*** Opening of SOURCE DATA ***
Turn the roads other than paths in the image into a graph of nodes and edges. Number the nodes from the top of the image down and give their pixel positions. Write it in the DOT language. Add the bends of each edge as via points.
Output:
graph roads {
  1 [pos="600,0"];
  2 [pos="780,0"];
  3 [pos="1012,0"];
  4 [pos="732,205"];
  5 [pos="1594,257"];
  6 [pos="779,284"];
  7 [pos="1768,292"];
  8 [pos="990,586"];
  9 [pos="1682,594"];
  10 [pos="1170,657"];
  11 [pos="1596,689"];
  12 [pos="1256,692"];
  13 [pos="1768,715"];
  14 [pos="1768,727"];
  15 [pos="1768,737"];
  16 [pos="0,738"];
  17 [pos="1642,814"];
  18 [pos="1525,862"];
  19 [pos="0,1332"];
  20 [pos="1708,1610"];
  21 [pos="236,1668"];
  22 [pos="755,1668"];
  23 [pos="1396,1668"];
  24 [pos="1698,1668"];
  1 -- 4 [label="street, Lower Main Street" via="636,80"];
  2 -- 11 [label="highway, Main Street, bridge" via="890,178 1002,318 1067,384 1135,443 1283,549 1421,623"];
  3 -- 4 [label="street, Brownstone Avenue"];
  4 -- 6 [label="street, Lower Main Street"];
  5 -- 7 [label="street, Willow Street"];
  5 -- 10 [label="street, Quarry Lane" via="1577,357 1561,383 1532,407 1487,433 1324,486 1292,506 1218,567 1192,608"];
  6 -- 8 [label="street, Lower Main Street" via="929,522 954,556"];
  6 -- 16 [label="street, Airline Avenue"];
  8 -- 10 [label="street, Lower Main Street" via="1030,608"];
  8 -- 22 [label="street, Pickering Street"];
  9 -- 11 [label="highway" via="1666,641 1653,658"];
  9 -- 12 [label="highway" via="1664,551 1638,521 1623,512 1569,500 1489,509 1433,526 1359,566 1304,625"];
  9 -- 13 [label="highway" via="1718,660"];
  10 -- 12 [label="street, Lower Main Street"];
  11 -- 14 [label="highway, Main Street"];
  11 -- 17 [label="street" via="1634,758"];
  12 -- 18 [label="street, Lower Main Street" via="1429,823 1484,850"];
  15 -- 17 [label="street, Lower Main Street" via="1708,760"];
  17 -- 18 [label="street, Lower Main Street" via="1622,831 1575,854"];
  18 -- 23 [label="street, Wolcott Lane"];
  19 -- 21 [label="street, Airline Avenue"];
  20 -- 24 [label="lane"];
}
*** Close of SOURCE DATA ***
*** Opening of SOURCE DATA ***
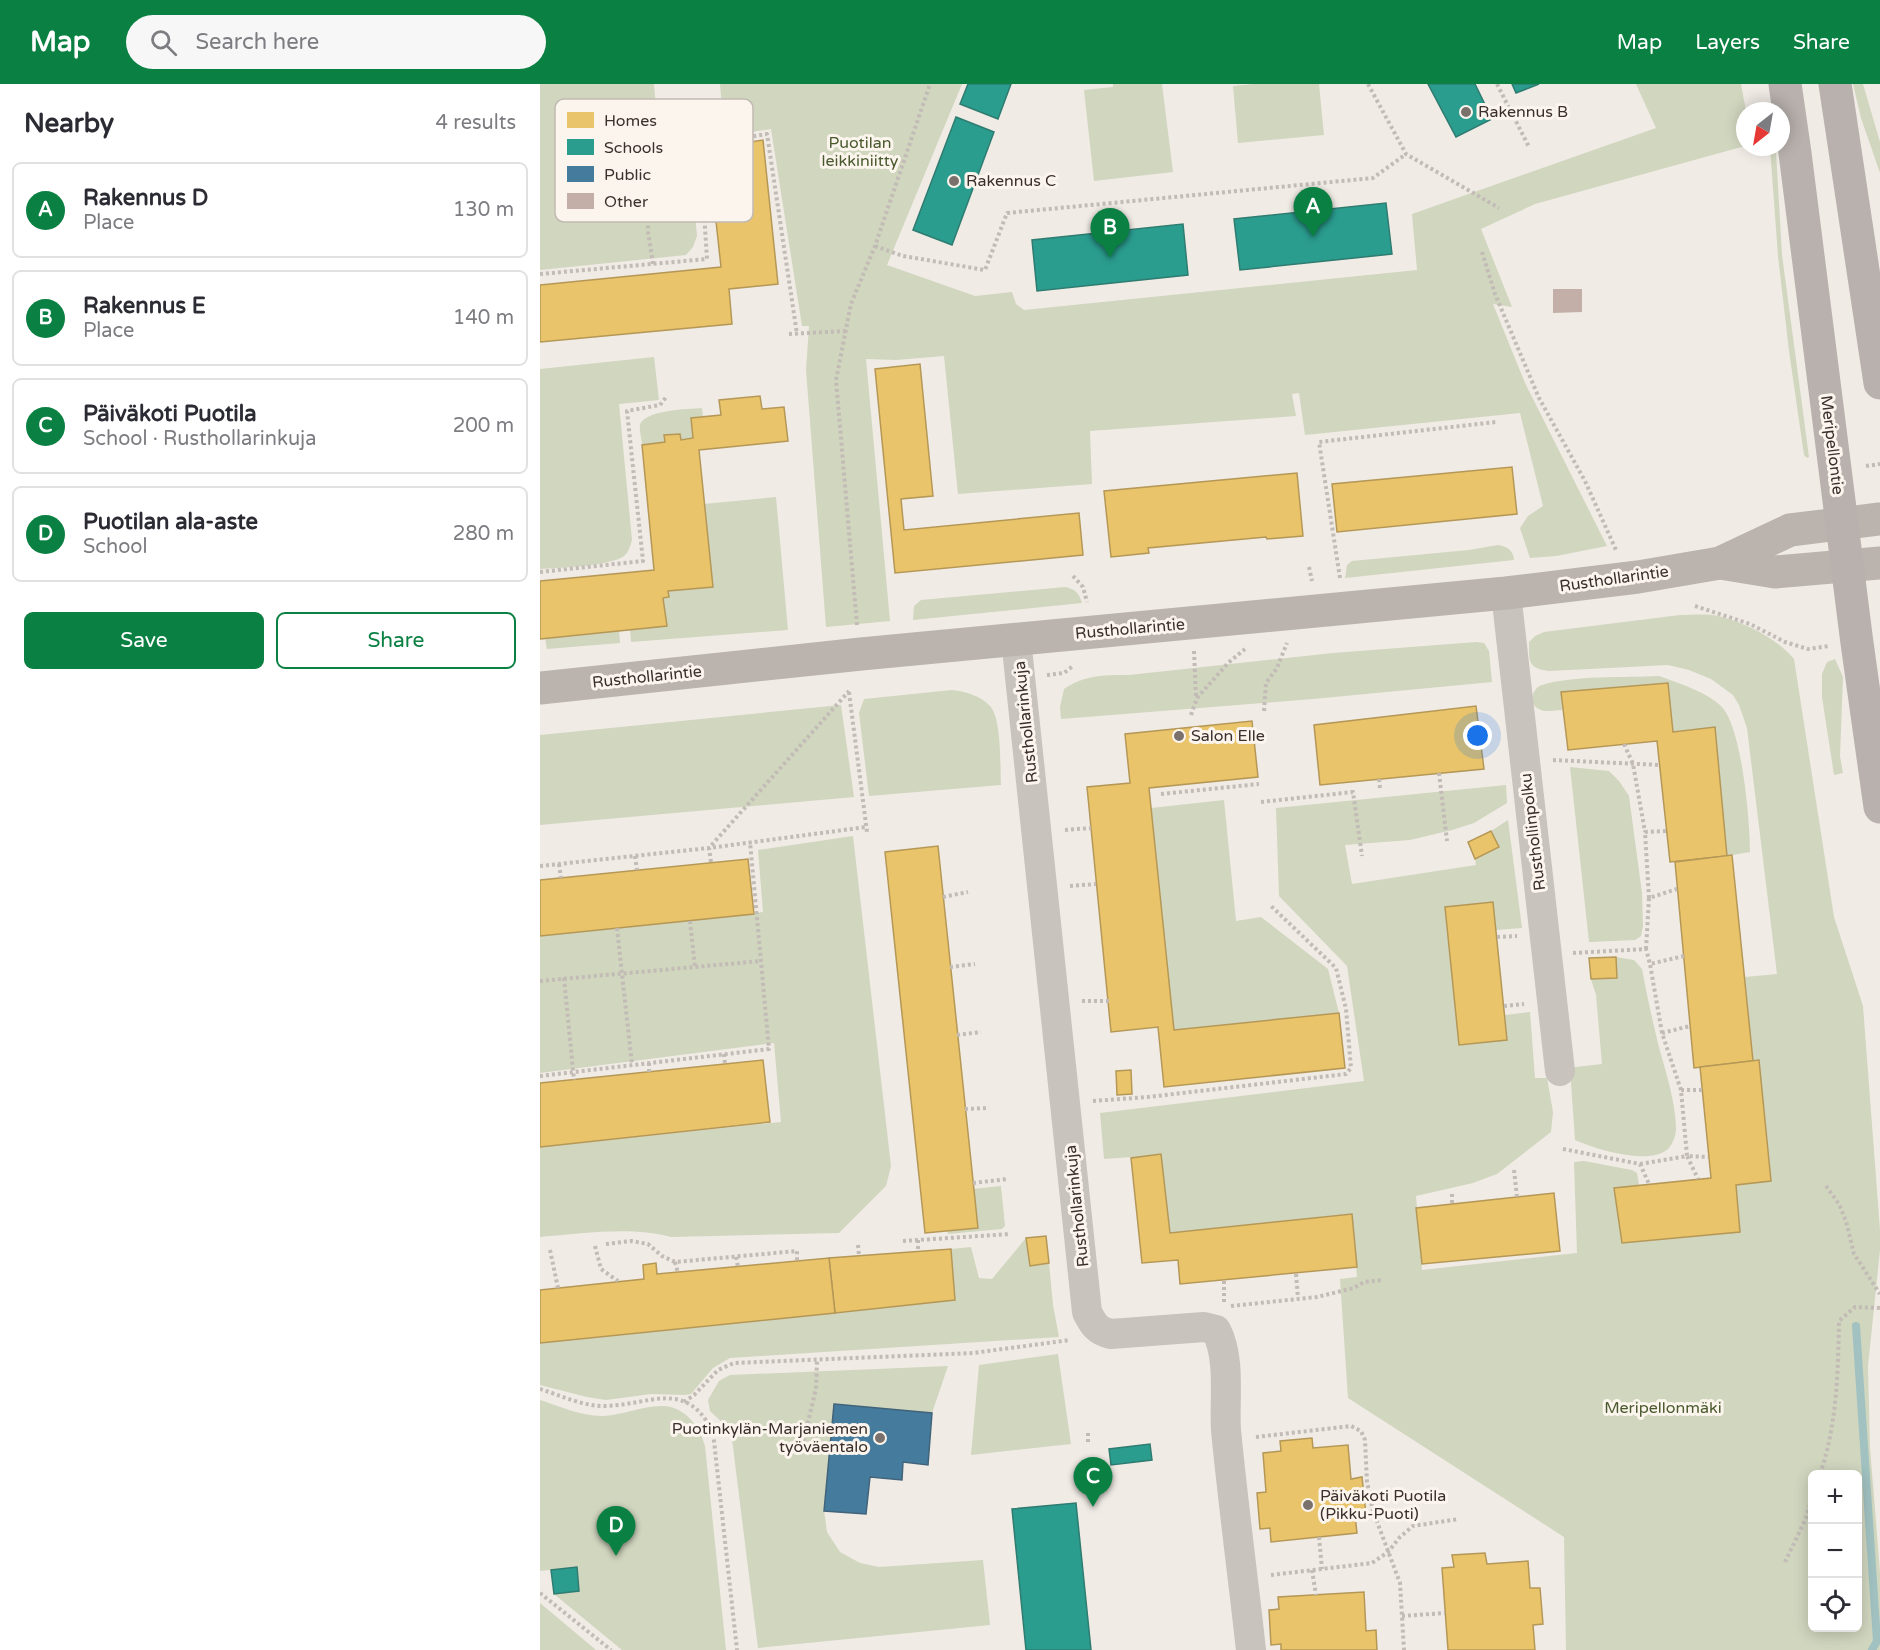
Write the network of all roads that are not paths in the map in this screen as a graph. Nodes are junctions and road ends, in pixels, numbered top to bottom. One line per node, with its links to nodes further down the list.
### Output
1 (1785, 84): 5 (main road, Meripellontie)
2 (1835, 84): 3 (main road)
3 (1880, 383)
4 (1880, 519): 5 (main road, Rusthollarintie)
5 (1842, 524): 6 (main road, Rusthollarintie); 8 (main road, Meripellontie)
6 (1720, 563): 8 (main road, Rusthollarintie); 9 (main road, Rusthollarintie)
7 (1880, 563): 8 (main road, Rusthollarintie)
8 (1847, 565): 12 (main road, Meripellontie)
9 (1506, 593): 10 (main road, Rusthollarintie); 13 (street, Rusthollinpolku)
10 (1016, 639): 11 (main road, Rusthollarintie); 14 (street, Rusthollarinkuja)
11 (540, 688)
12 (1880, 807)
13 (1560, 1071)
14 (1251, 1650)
*** Close of SOURCE DATA ***
*** Opening of SOURCE DATA ***
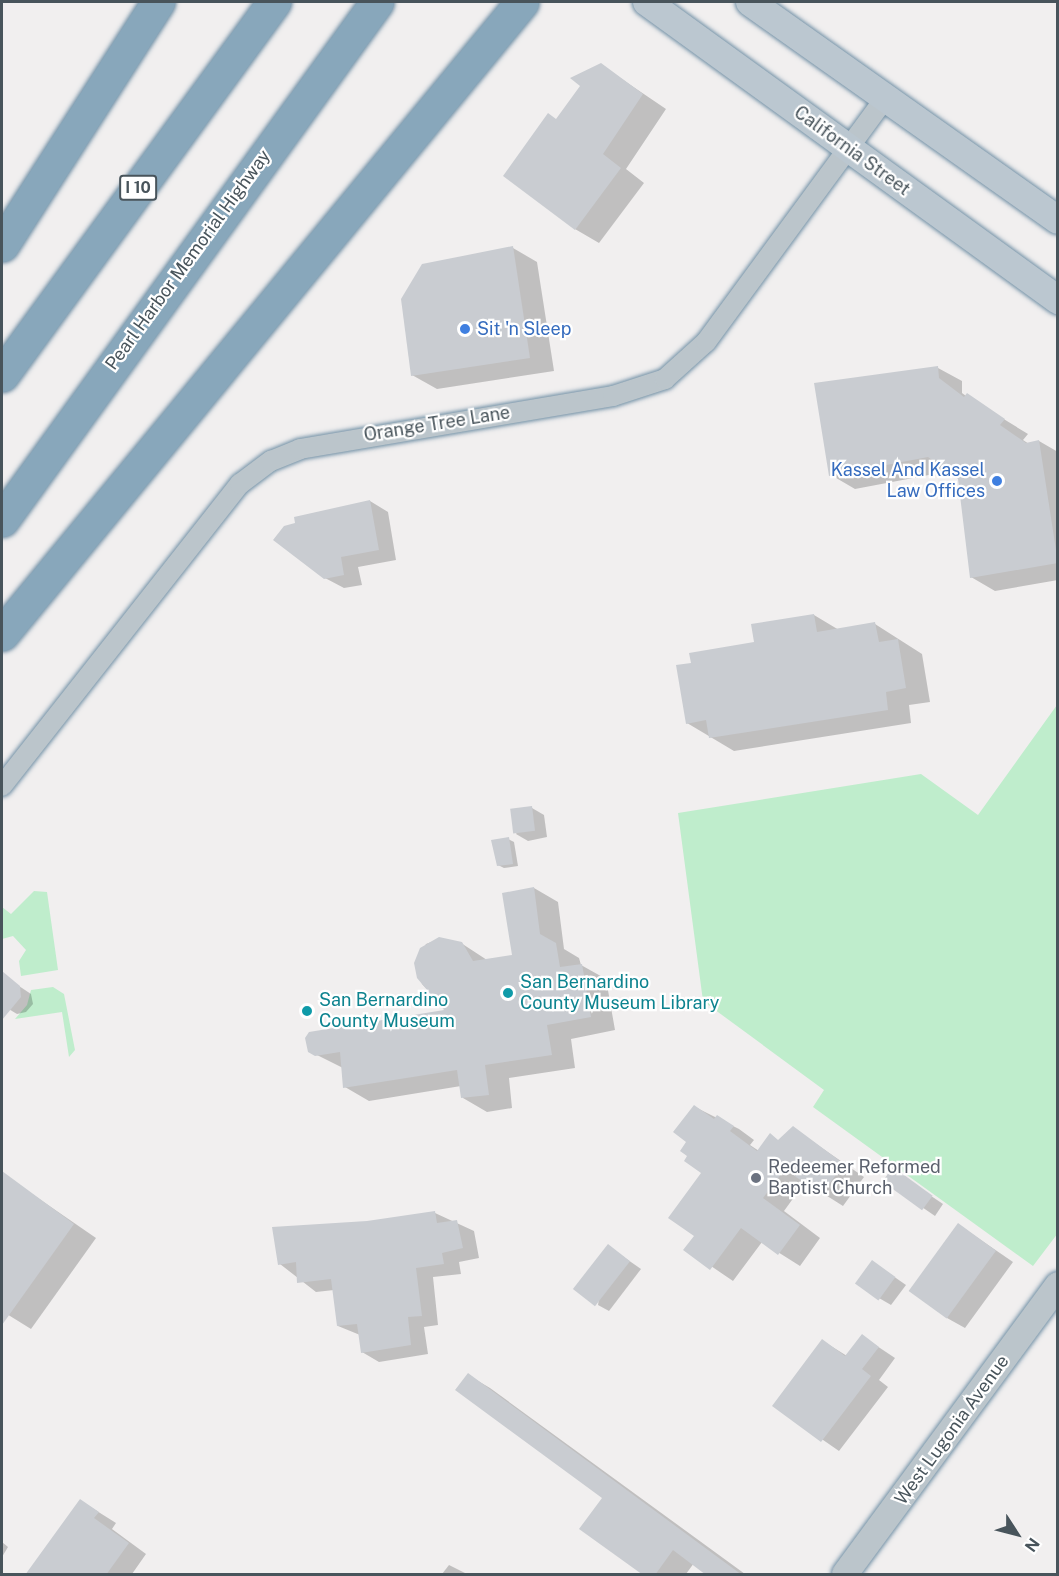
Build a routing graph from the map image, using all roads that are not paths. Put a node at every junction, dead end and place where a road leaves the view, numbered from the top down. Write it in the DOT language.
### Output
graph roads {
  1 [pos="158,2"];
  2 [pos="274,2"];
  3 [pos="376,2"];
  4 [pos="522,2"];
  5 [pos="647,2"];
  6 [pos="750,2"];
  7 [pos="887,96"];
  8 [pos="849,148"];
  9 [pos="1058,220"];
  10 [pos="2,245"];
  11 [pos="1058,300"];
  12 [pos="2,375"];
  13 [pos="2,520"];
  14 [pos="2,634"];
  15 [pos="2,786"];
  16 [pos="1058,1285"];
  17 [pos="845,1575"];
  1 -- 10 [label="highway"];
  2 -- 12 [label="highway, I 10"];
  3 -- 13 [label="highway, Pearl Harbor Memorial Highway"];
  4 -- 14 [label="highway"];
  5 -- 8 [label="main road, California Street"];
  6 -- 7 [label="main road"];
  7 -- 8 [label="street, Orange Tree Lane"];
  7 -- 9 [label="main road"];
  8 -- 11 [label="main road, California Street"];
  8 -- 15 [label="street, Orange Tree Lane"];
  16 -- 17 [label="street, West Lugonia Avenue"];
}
*** Close of SOURCE DATA ***
(AIM OF THE EXERCISE)
Please give the number of lines above in which the word "language" appears, without any other text.

(COMPLETED TASK)
2